■ Requirement
Below is a block of records; please copy all of them exactly.
(Information provided begins)
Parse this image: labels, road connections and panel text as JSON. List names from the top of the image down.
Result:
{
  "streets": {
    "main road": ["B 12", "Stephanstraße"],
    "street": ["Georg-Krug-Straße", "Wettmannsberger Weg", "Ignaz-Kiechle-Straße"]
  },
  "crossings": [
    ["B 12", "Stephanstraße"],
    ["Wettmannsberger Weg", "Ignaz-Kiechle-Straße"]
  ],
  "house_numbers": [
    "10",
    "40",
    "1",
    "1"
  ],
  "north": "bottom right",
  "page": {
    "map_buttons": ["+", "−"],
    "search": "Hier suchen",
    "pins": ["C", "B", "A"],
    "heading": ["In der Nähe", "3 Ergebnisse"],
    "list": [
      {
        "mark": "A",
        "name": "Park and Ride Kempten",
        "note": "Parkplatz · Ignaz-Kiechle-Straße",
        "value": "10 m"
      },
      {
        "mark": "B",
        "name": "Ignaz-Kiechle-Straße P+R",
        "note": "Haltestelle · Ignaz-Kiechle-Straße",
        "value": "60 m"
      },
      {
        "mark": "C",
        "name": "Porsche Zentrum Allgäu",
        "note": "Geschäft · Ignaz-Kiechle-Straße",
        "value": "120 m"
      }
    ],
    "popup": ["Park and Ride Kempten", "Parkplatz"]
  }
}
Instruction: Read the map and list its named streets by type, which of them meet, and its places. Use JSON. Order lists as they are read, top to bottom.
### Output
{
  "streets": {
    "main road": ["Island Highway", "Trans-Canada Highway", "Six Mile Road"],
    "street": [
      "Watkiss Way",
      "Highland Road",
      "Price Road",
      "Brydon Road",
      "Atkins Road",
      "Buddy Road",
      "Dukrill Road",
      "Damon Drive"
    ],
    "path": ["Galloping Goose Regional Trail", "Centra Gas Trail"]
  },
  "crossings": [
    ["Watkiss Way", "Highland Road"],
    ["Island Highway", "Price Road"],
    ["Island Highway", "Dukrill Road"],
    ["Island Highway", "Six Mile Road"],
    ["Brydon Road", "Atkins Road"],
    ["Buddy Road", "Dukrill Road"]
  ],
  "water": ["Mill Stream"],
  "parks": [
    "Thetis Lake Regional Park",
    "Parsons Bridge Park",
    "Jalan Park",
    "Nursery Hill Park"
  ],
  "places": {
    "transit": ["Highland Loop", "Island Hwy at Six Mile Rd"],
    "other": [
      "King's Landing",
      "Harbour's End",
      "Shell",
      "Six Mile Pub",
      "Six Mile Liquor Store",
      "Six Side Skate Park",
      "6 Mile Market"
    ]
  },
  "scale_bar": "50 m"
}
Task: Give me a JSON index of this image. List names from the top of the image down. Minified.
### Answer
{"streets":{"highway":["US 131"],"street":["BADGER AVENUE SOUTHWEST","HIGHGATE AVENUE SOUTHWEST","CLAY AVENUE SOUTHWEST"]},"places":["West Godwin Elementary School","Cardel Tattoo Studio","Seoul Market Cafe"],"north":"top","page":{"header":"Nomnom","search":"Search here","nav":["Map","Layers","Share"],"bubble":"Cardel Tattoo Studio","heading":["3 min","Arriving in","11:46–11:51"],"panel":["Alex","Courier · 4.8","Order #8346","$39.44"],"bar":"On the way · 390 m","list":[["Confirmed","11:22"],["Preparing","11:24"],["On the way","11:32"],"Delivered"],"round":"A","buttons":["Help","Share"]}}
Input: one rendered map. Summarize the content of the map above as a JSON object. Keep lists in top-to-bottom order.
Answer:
(Information provided ends)
■ Problem solution
Parse this image: labels, road connections and panel text as JSON. List names from the top of the image down.
Result:
{
  "streets": {
    "main road": ["B 12", "Stephanstraße"],
    "street": ["Georg-Krug-Straße", "Wettmannsberger Weg", "Ignaz-Kiechle-Straße"]
  },
  "crossings": [
    ["B 12", "Stephanstraße"],
    ["Wettmannsberger Weg", "Ignaz-Kiechle-Straße"]
  ],
  "house_numbers": [
    "10",
    "40",
    "1",
    "1"
  ],
  "north": "bottom right",
  "page": {
    "map_buttons": ["+", "−"],
    "search": "Hier suchen",
    "pins": ["C", "B", "A"],
    "heading": ["In der Nähe", "3 Ergebnisse"],
    "list": [
      {
        "mark": "A",
        "name": "Park and Ride Kempten",
        "note": "Parkplatz · Ignaz-Kiechle-Straße",
        "value": "10 m"
      },
      {
        "mark": "B",
        "name": "Ignaz-Kiechle-Straße P+R",
        "note": "Haltestelle · Ignaz-Kiechle-Straße",
        "value": "60 m"
      },
      {
        "mark": "C",
        "name": "Porsche Zentrum Allgäu",
        "note": "Geschäft · Ignaz-Kiechle-Straße",
        "value": "120 m"
      }
    ],
    "popup": ["Park and Ride Kempten", "Parkplatz"]
  }
}
Instruction: Read the map and list its named streets by type, which of them meet, and its places. Use JSON. Order lists as they are read, top to bottom.
### Output
{
  "streets": {
    "main road": ["Island Highway", "Trans-Canada Highway", "Six Mile Road"],
    "street": [
      "Watkiss Way",
      "Highland Road",
      "Price Road",
      "Brydon Road",
      "Atkins Road",
      "Buddy Road",
      "Dukrill Road",
      "Damon Drive"
    ],
    "path": ["Galloping Goose Regional Trail", "Centra Gas Trail"]
  },
  "crossings": [
    ["Watkiss Way", "Highland Road"],
    ["Island Highway", "Price Road"],
    ["Island Highway", "Dukrill Road"],
    ["Island Highway", "Six Mile Road"],
    ["Brydon Road", "Atkins Road"],
    ["Buddy Road", "Dukrill Road"]
  ],
  "water": ["Mill Stream"],
  "parks": [
    "Thetis Lake Regional Park",
    "Parsons Bridge Park",
    "Jalan Park",
    "Nursery Hill Park"
  ],
  "places": {
    "transit": ["Highland Loop", "Island Hwy at Six Mile Rd"],
    "other": [
      "King's Landing",
      "Harbour's End",
      "Shell",
      "Six Mile Pub",
      "Six Mile Liquor Store",
      "Six Side Skate Park",
      "6 Mile Market"
    ]
  },
  "scale_bar": "50 m"
}
Task: Give me a JSON index of this image. List names from the top of the image down. Minified.
### Answer
{"streets":{"highway":["US 131"],"street":["BADGER AVENUE SOUTHWEST","HIGHGATE AVENUE SOUTHWEST","CLAY AVENUE SOUTHWEST"]},"places":["West Godwin Elementary School","Cardel Tattoo Studio","Seoul Market Cafe"],"north":"top","page":{"header":"Nomnom","search":"Search here","nav":["Map","Layers","Share"],"bubble":"Cardel Tattoo Studio","heading":["3 min","Arriving in","11:46–11:51"],"panel":["Alex","Courier · 4.8","Order #8346","$39.44"],"bar":"On the way · 390 m","list":[["Confirmed","11:22"],["Preparing","11:24"],["On the way","11:32"],"Delivered"],"round":"A","buttons":["Help","Share"]}}
Input: one rendered map. Summarize the content of the map above as a JSON object. Keep lists in top-to-bottom order.
Answer:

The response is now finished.